Se os pacientes sofrem, Ícaro também passou perrengues. Nos dois primeiros anos, além de cursar a faculdade, trabalhava e fazia curso técnico em Química, no Instituto Federal da Bahia (Ifba, então Cefet), que lhe possibilitou ser perito técnico da Polícia Civil.
O rapaz só chegava em casa às 23h e ainda tinha que estudar até as 2h. Várias vezes acabou dormindo em cima dos livros. “Mas nunca repeti nenhuma matéria”, orgulha-se.
O grande impacto na Ufba foi o grau de dificuldade. “A cota facilita a entrada, mas sair depende de você”, analisa.
Hoje, Dr. Ícaro está encaminhado: passou em um concurso para médico do Programa Saúde da Família (PSF). E quer mais. “Quando vi a equipe do (Hospital) Sírio-Libanês que cuidou de Lula falando com os repórteres, pensei: um dia eu é que vou estar aí”.

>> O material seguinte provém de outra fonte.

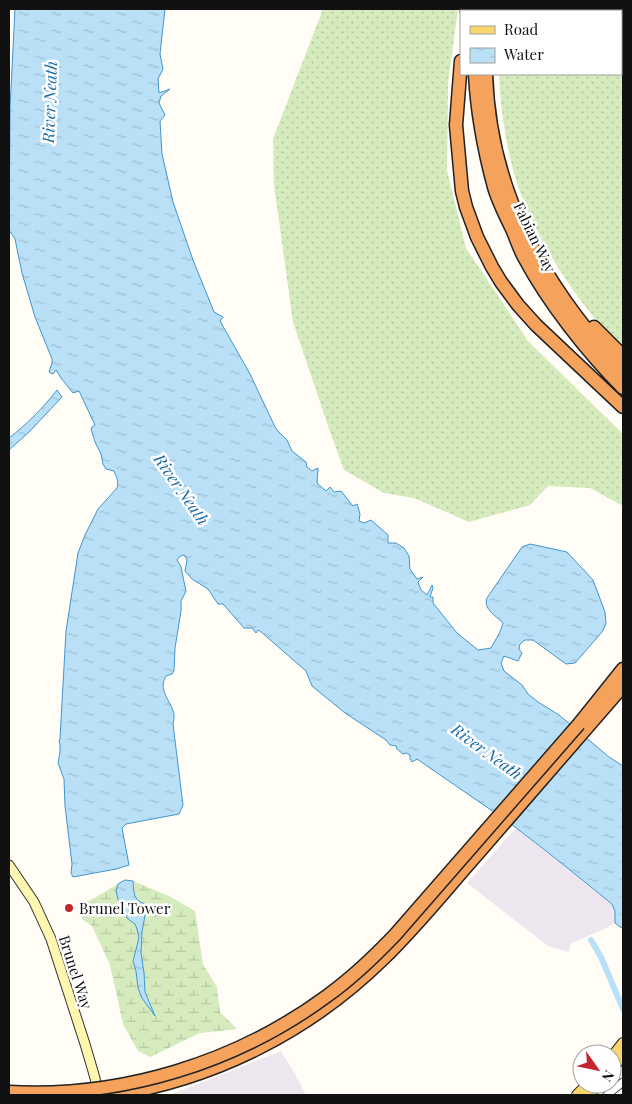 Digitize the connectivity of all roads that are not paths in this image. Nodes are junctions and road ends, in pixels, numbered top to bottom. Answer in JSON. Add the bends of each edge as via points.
{"nodes":[{"id":1,"x":460,"y":74,"type":"edge"},
{"id":2,"x":475,"y":75,"type":"edge"},
{"id":3,"x":486,"y":75,"type":"edge"},
{"id":4,"x":549,"y":277,"type":"junction"},
{"id":5,"x":623,"y":356,"type":"edge"},
{"id":6,"x":623,"y":372,"type":"edge"},
{"id":7,"x":623,"y":388,"type":"edge"},
{"id":8,"x":623,"y":407,"type":"edge"},
{"id":9,"x":623,"y":669,"type":"edge"},
{"id":10,"x":623,"y":673,"type":"edge"},
{"id":11,"x":623,"y":686,"type":"edge"},
{"id":12,"x":578,"y":724,"type":"junction"},
{"id":13,"x":9,"y":865,"type":"edge"},
{"id":14,"x":623,"y":1082,"type":"edge"},
{"id":15,"x":9,"y":1092,"type":"edge"},
{"id":16,"x":98,"y":1095,"type":"edge"},
{"id":17,"x":112,"y":1095,"type":"edge"},
{"id":18,"x":607,"y":1095,"type":"edge"}],
"edges":[{"from":1,"to":8,"type":"highway","via":[[456,125],[462,191],[487,258],[518,306]]},
{"from":2,"to":7,"type":"highway","name":"Fabian Way","via":[[479,118],[495,188],[524,257],[565,320]]},
{"from":3,"to":4,"type":"highway","name":"Fabian Way","via":[[490,122],[502,175],[520,225]]},
{"from":4,"to":5,"type":"highway"},
{"from":4,"to":6,"type":"highway","name":"Fabian Way","via":[[579,321]]},
{"from":9,"to":12,"type":"highway"},
{"from":10,"to":12,"type":"highway"},
{"from":11,"to":17,"type":"highway","via":[[422,918],[348,991],[294,1029],[234,1060],[165,1084]]},
{"from":12,"to":15,"type":"highway","bridge":true,"via":[[395,935],[340,986],[297,1016],[239,1048],[165,1075],[79,1090]]},
{"from":13,"to":16,"type":"street","name":"Brunel Way","via":[[34,902],[51,939]]},
{"from":14,"to":18,"type":"street"}]}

Projeto propõe cotas obrigatórias

Mesmo com tantas universidades no país adotando cotas, não há uma lei federal que determine regras ou obrigue as instituições a aderirem ao sistema. As universidades têm autonomia para decidir quantas vagas destinarão às cotas e se o critério será socioeconômico ou étnico. Um Projeto de Lei (71/99) sobre o tema já foi aprovado na Câmara e desde 2008 aguarda para ser votado no Senado. Segundo a proposta, apresentada em 1999 pela então deputada federal Nice Lobão (PFL-MA), as universidades públicas federais reservariam vagas para estudantes que tenham cursado integralmente o ensino médio em escolas públicas, tenham renda familiar per capita de até 1,5 salário mínimo e sejam negros, pardos ou indígenas.

No Supremo Tribunal Federal (STF), o ministro Ricardo Lewandowski relata duas ações contra cotas para negros. A primeira foi ajuizada pelo DEM contra a Universidade Federal de Brasília (UnB), onde uma comissão decide por foto ou entrevista quem pode ser classificado como negro, pardo ou branco. A outra foi proposta em maio por um estudante que não foi aprovado na Universidade Federal do Rio Grande do Sul (UFRGS). Há ainda no STF mais três ações sobre o sistema de cotas adotado pelo ProUni. Os processos estão na pauta de votação desse ano.